Compared to other confidence building measures, social media has played a vital role in bridging the divides created by the Line of Control (LoC) in Jammu and Kashmir, helping overcome communication gaps and promoting the concept of a healing nation.
|Suggested Reading||Conflict Background||GCCT|
By Raja Wasim and Mazhar Iqbal
With globalization having reduced cultural differences and distances between countries, people across the Line of Control (LoC) in Jammu and Kashmir are enforced to live in a heart-rending situation. Traditionally, they exchange smiles, wave to each other and read hidden messages of love and affection every day, but are not allowed to speak to those with whom they communicate. This is a unique form of communication. Old friends, neighbours and close relatives are bound to put a seal on their lips and not to interact with each other. Their faces speak volumes about their helplessness.
After over 60 years of forced partition, sadness and sorrow still dominates the atmosphere in Kashmir. Nonetheless, restrictions on common ways to communicate have not derailed people’s resolution and commitment. A sizeable number of people in Jammu and Kashmir have lost contact with their loved ones in other parts of the divided state due to restrictions on internationally-accepted channels of communication and postal facilities.
The confidence building measures (CBMs) that were initiated a few years ago have, so far, proved to be a futile exercise.
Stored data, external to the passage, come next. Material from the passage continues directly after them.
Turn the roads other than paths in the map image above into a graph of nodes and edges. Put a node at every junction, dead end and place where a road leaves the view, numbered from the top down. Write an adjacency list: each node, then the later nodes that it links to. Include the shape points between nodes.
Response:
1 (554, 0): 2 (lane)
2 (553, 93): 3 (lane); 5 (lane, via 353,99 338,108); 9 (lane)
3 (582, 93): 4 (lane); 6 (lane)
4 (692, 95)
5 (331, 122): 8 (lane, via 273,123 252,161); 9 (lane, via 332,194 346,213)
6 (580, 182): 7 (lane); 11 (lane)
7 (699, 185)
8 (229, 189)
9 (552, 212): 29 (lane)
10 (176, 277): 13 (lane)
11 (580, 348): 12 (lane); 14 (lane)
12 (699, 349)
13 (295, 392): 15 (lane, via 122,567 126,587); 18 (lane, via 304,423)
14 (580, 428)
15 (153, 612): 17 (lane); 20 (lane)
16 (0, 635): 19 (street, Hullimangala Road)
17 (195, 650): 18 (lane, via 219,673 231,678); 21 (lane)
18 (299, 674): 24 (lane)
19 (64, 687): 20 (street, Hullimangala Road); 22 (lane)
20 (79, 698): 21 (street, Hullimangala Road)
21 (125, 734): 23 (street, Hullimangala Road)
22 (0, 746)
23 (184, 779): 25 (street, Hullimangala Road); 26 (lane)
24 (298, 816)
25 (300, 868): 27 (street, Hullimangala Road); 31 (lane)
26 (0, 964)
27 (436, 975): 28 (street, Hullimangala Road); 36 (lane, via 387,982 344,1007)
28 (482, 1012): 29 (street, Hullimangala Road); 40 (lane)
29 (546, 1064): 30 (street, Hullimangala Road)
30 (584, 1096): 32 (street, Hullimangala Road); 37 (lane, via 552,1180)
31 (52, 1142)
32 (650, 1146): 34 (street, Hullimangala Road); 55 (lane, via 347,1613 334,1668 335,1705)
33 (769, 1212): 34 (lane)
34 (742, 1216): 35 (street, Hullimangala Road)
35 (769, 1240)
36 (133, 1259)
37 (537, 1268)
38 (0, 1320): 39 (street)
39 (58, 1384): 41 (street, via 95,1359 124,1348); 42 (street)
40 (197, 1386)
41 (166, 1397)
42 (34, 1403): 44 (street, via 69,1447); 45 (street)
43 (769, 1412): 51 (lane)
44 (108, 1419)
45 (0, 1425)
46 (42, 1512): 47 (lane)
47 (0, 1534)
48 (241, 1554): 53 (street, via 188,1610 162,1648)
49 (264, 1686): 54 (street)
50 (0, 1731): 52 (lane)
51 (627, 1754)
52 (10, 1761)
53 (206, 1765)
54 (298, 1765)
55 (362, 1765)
When initiated, it was a ray of hope for those wishing to travel across the border and meet with their relatives. The people on both sides had expectations of renewing contacts with their lost family members and relatives. Over the years, thousands have applied to travel via bus service, initiated under the CBMs, but due to complicated process involving several security checks, only a few among them had been successful in getting travel documents to travel.
The initiation of a bus service between two parts of the divided state was the first ever people-to-people contact in the beleaguered history of Kashmir conflict. Kashmiris who travelled across the LoC had found their relatives, friends and colleagues after a long passage of time and had expressed a hope to keep their contacts alive. There is no doubt that such CBMs have boosted contacts amongst divided families, particularly those who had migrated at different occasions after confrontations between the armies of two countries.
It is, however, worthwhile to note that the majority of people who were allowed to travel across the border in Jammu and Kashmir, belonged to almost all parts of the state.
Living a life in such an oppressive condition and keeping memories away is perhaps one of the hardest things one can struggle to do. When it is one’s cherished hope to make contacts with somebody who is very close to their heart and finding no way to communicate, one cannot but stop thinking pessimistically. The dawn of internet era in Kashmir, however, has brought relief to peoples’ lives. Now, they can see and talk to each other by using social media.
The people, who find it extremely difficult to make a phone call or speak to each other are now making contacts with their parents, siblings and other relations. Enjoying each other’s video, sharing pictures and sending emails are a routine now. This communication revolution has come as a blessing for them to connect with their divided families.
A Kashmiri migrant, Farooq, who migrated in the nineties from Srinagar to Pakistan-Administered Kashmir, couldn’t stop his tears when recounting his memories. “I saw my brother after 14 years. We both have spent all these years crying and desperately waiting to see each other. When my brother spoke to me after such a long time, he said, he had no other wish but to hug me once in his life.”
Almost every individual with family living on the other side of the divided state now has regular contact. They are well aware of their circumstances and continue to making such contacts on a regular basis. Although people from both sides of the LoC need many other things to minimize their suffering , they are really benefiting from a social media boom. They are enjoying sharing the details of life; their personal moments of happiness and sorrow.
During the recent floods in Srinagar, Muzaffarabad-based people have been regularly following social media updates, including the latest pictures and videos from their loved ones who live in Indian Kashmir. In Pakistan-Administered Kashmir, where a weakened civil society is unable to play an effective role in nursing the conflict-affected people, social media has become a healer to connect them with each other. People are now better connected across the communities and are sharing information about their business, work and matters of routine.
Social media is bridging communication gaps and promoting the concept of a healing nation. Abdul Hakeem, a journalist, described that during the recent floods in Srinagar he has been in touch with many of his friends in Indian Kashmir. There are many combined groups of youth and students who are working without any proper initiative to share meaningful things. On Facebook we regularly receive requests from people who migrated from Muzaffarabad in 1947 requesting information about their birthplace.
There are several pages dedicated to Kashmir affairs on social media platforms from both sides, highlighting social, cultural, political and economic activities. People are now enjoying opportunities to make new friends through social media. As compared to other CBMs in Jammu and Kashmir, social media is playing a vital role in the backdrop of a conflict situation and it needs to be recognized.
Raja Wasim is Director of Press For Peace (PFP), a rights advocacy organisation working in Jammu and Kashmir. Mazhar Iqbal is a peace and human rights activist and member of Press for Peace.